# PFAS Radicals: A Quantum Chemistry Perspective  
---
In this lab exercise, you will:  
  
>  
>**Module 1**  
>  
>1. Model the equilibrium geometry and IR frequencies of the CH3 radical and compare to the CF3 radical  
>2. Develop a Python function to parse data from ORCA output files  
>
>**Module 2**  
>  
>3. Scan the X-C-X bond angle from 120 degrees (trigonal planar) to 109.5 degrees (tetrahedral) and compare results between the CH3 radical and the CF3 radical  
>4. Develop a Python function to write and edit ORCA input files  
>
>**Module 3**  
>  
>5. Use Python to analyze results from your ORCA calculations  
>  
  
This module will cover items **3** and **4**.

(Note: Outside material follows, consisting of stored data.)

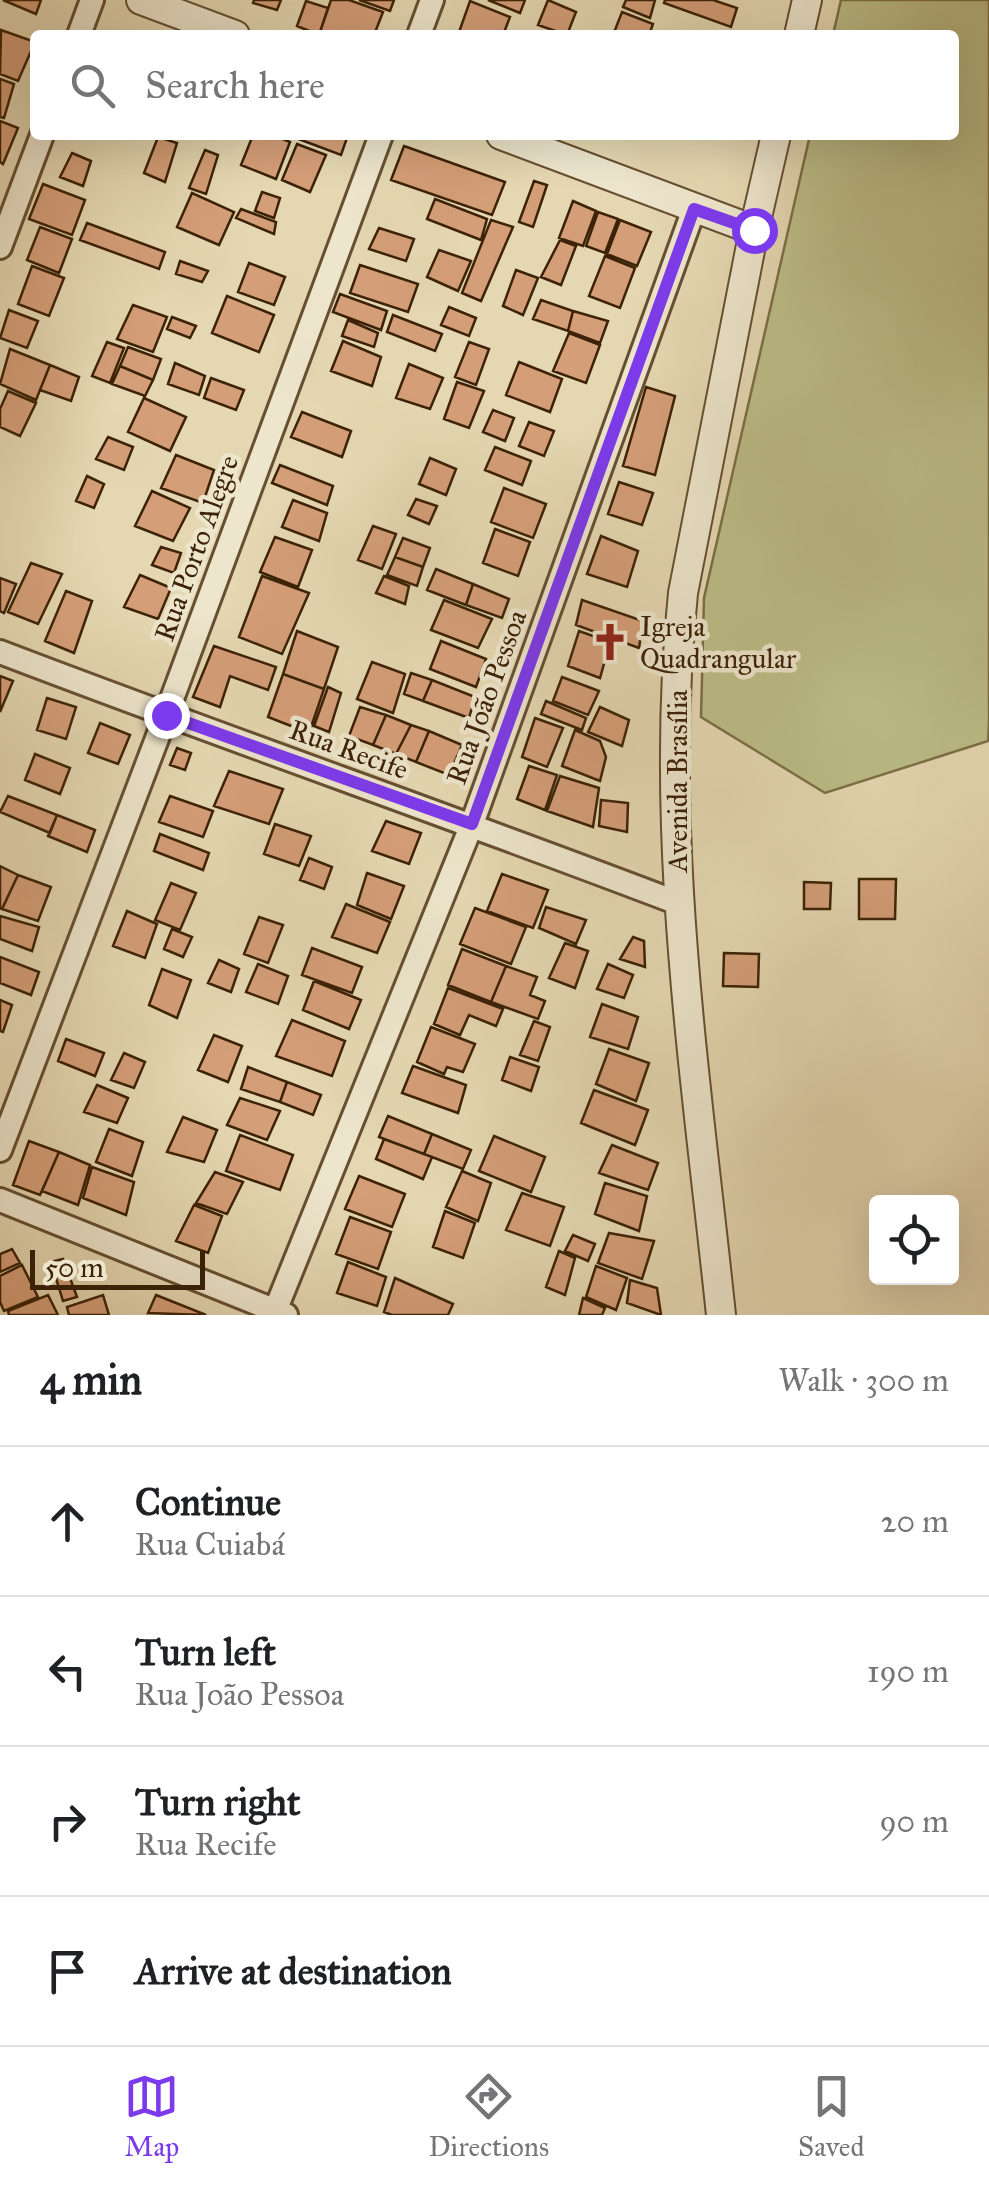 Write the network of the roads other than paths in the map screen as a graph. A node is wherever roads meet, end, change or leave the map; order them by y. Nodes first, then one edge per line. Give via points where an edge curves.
1 (92, 0) edge
2 (141, 0) edge
3 (432, 0) edge
4 (807, 0) edge
5 (81, 30) edge
6 (222, 30) edge
7 (421, 30) edge
8 (800, 30) edge
9 (40, 140) edge
10 (379, 140) edge
11 (514, 140) edge
12 (775, 140) edge
13 (694, 209) junction
14 (754, 230) junction
15 (0, 246) edge
16 (0, 652) edge
17 (166, 715) junction
18 (472, 824) junction
19 (678, 903) junction
20 (0, 1150) edge
21 (0, 1200) edge
22 (280, 1313) edge
23 (721, 1315) edge

1 - 5 street
2 - 6 street
3 - 7 street
4 - 8 street
9 - 15 street
10 - 17 street, Rua Porto Alegre
11 - 13 street
12 - 14 street, Avenida Brasília
13 - 14 street
13 - 18 street, Rua João Pessoa
14 - 19 street, Avenida Brasília via 683,593 676,700
16 - 17 street, Rua Recife
17 - 18 street, Rua Recife
17 - 20 street, Rua Porto Alegre
18 - 19 street, Rua Recife
18 - 22 street, Rua João Pessoa
19 - 23 street, Avenida Brasília
21 - 22 street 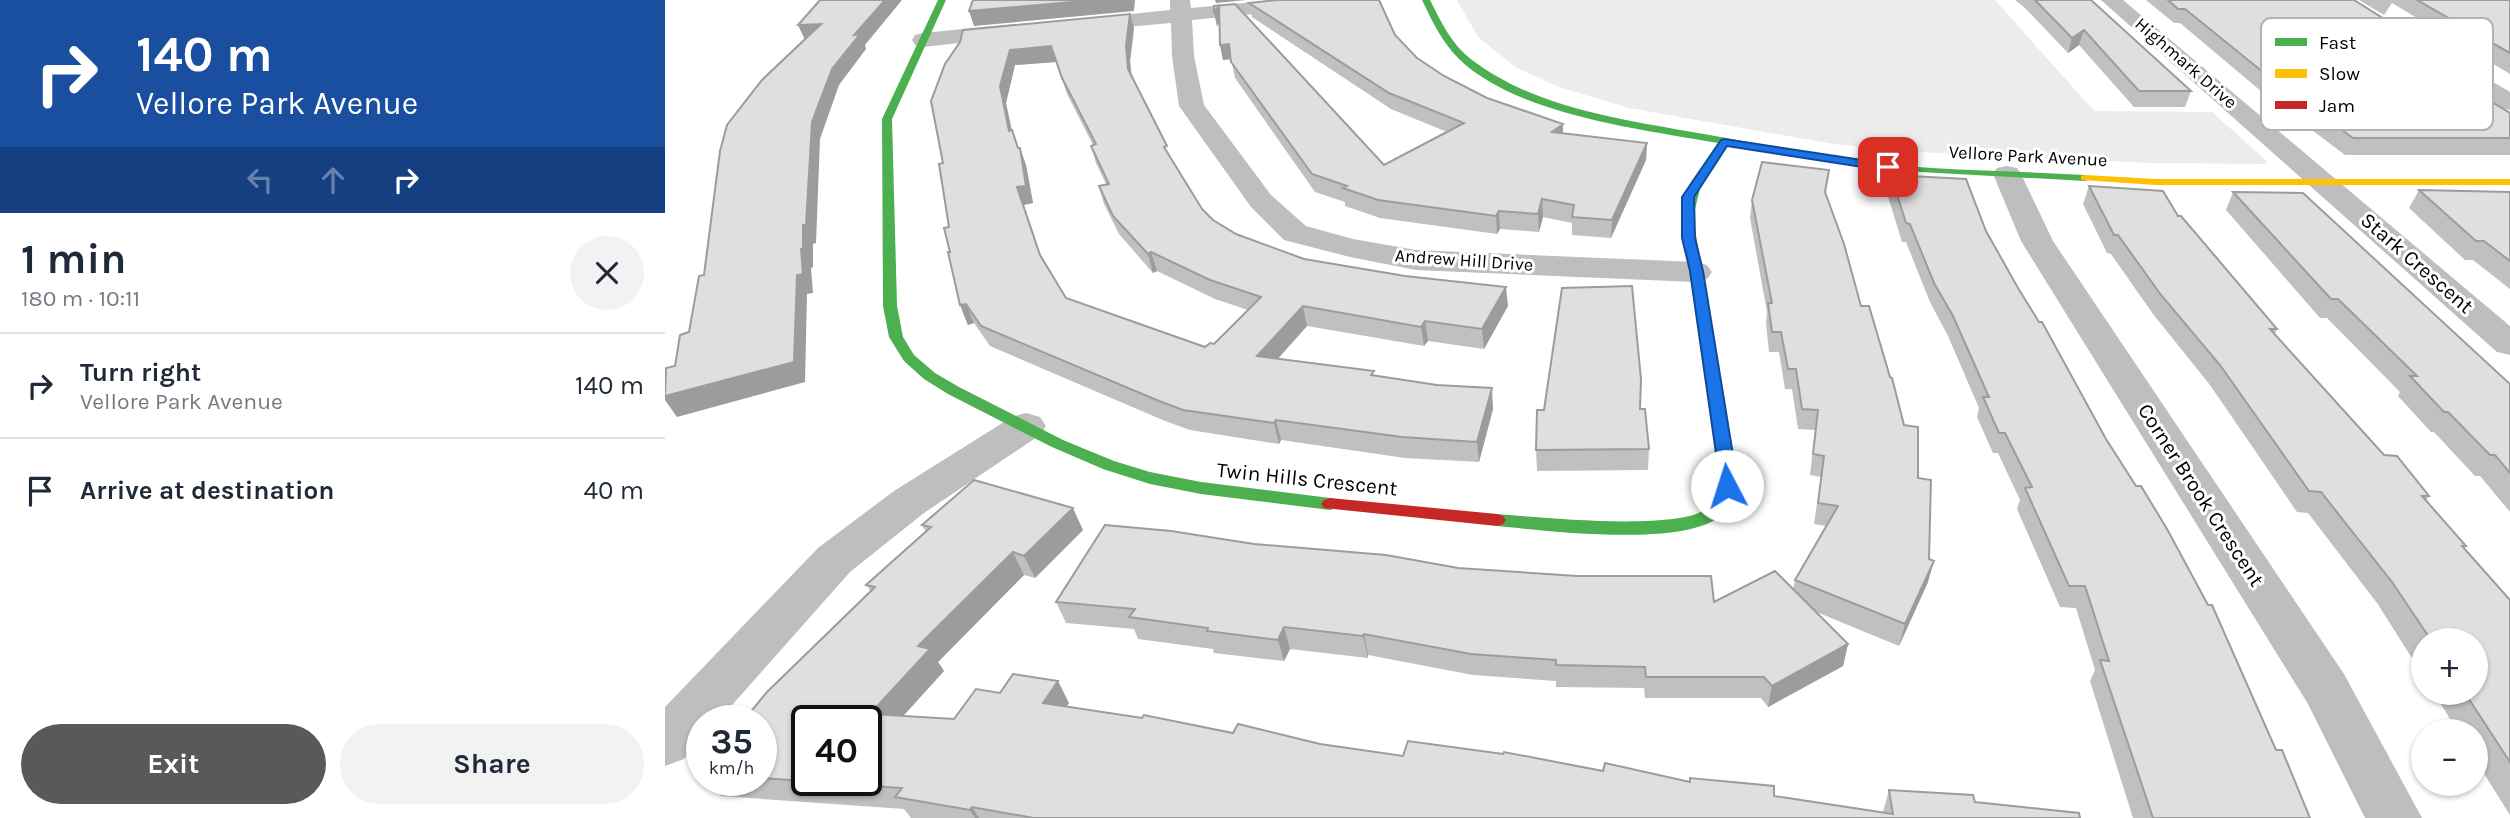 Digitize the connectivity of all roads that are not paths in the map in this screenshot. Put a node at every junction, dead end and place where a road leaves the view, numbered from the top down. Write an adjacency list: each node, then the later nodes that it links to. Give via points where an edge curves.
1 (942, 0): 10 (street, Twin Hills Crescent)
2 (1337, 0): 6 (street)
3 (1426, 0): 15 (street, Vellore Park Avenue, via 1446,40 1500,82 1596,117)
4 (2112, 0): 13 (street, Highmark Drive)
5 (2340, 0): 7 (street)
6 (1181, 7): 8 (street); 19 (street, Andrew Hill Drive, via 1192,106 1261,201 1295,233 1416,260)
7 (2370, 18)
8 (1057, 27)
9 (1030, 30): 10 (street)
10 (923, 40): 21 (street, Twin Hills Crescent, via 887,118 894,331 914,363 937,381)
11 (2493, 93): 12 (street)
12 (2510, 103)
13 (2261, 129)
14 (2263, 130): 17 (street, Highmark Drive)
15 (1724, 142): 16 (street, Vellore Park Avenue, via 1874,166); 19 (street, Twin Hills Crescent, via 1688,197 1688,238)
16 (2007, 174): 17 (street, Vellore Park Avenue); 23 (street, Corner Brook Crescent, via 2037,241 2326,688)
17 (2323, 182): 18 (street, Vellore Park Avenue); 20 (street, Stark Crescent)
18 (2510, 182)
19 (1696, 271): 21 (street, Twin Hills Crescent, via 1727,467 1727,486 1720,503 1704,519 1549,526 1198,488 1126,471)
20 (2510, 344)
21 (1026, 426): 22 (street, via 909,502 834,560)
22 (665, 743)
23 (2394, 818) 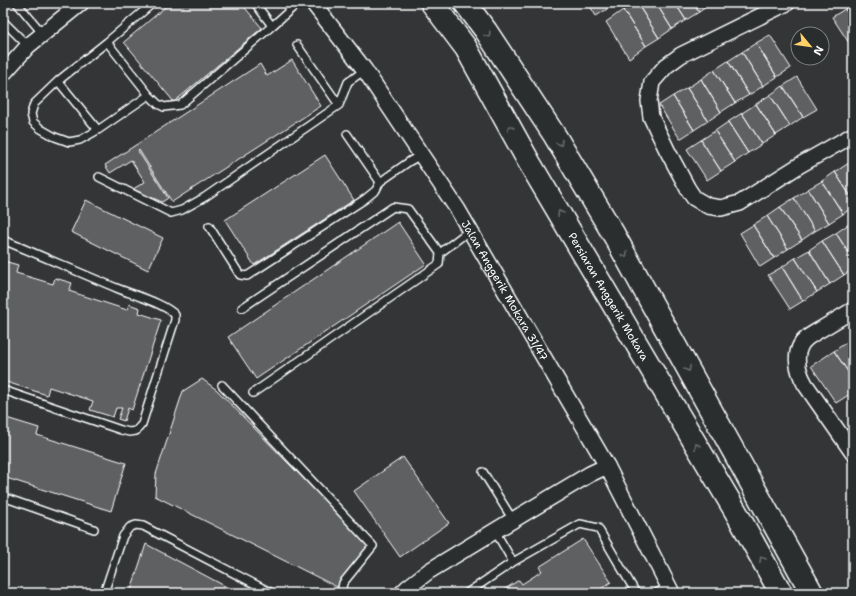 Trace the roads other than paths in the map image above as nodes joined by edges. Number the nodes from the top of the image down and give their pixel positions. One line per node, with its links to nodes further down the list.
1 (17, 3): 12 (lane)
2 (153, 3): 13 (lane)
3 (255, 3): 11 (lane)
4 (298, 3): 11 (lane)
5 (313, 3): 16 (street, Jalan Anggerik Mokara 31/47)
6 (432, 3): 51 (main road, Persiaran Anggerik Mokara, one-way to 6)
7 (465, 3): 52 (main road, one-way to 52)
8 (787, 3): 23 (street)
9 (75, 5): 12 (street)
10 (3, 21): 15 (lane)
11 (272, 26): 19 (lane)
12 (43, 34): 15 (street)
13 (107, 42): 18 (lane); 19 (lane)
14 (297, 45): 20 (lane)
15 (28, 46): 17 (street)
16 (365, 70): 20 (lane); 24 (street, Jalan Anggerik Mokara 31/47)
17 (3, 74)
18 (58, 81): 21 (lane); 21 (lane)
19 (149, 95): 21 (lane)
20 (339, 105): 25 (lane)
21 (98, 130)
22 (348, 134): 26 (lane)
23 (853, 135)
24 (421, 155): 26 (lane); 28 (street, Jalan Anggerik Mokara 31/47)
25 (99, 177)
26 (380, 182): 27 (lane)
27 (209, 226)
28 (470, 230): 30 (lane); 37 (street, Jalan Anggerik Mokara 31/47)
29 (3, 240): 34 (lane)
30 (440, 253): 31 (lane); 35 (lane)
31 (242, 308)
32 (853, 310): 36 (street)
33 (222, 385): 47 (lane)
34 (3, 390)
35 (253, 393)
36 (853, 453)
37 (607, 466): 40 (street); 44 (street, Jalan Anggerik Mokara 31/47)
38 (483, 472): 40 (lane)
39 (3, 497): 41 (lane)
40 (513, 520): 42 (street)
41 (94, 529)
42 (495, 531): 43 (lane); 48 (street)
43 (513, 562): 49 (lane); 50 (lane)
44 (665, 591)
45 (104, 593): 46 (lane)
46 (272, 593)
47 (341, 593)
48 (402, 593)
49 (468, 593)
50 (636, 593)
51 (781, 593)
52 (812, 593)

## Module 2: Coordinate Scans  
---  
By now, you should have seen that the CH3 radical and the CF3 radical do not have the same symmetry. To explore this further, you will perform a relaxed coordinate scan along the X-C-X bond angle.  
  
## Coordinate Scans - The Basics  
Scanning bond lengths, bond angles or dihedrals is a common technique used in computational chemistry. This technique is often used to identify transition states or barriers to rotation, and some form of automated coordinate scan is implemented in most quantum mechanics modeling softwares. Scans can be performed as a **relaxed** coordinate scan, or a **rigid** coordinate scan. **Rigid** coordinate scans iteratively change only the bond length, angle or dihedral requested and maintain all other dimensions fixed during the course of the scan. In contrast, **relaxed** coordinate scans iteratively update the scanning dimension while allowing all other dimensions to 'relax" to the lowest energy structure under the given constraint. We will use relaxed scans to allow the C-X bond length to change to minimize the energy of the resulting structures.  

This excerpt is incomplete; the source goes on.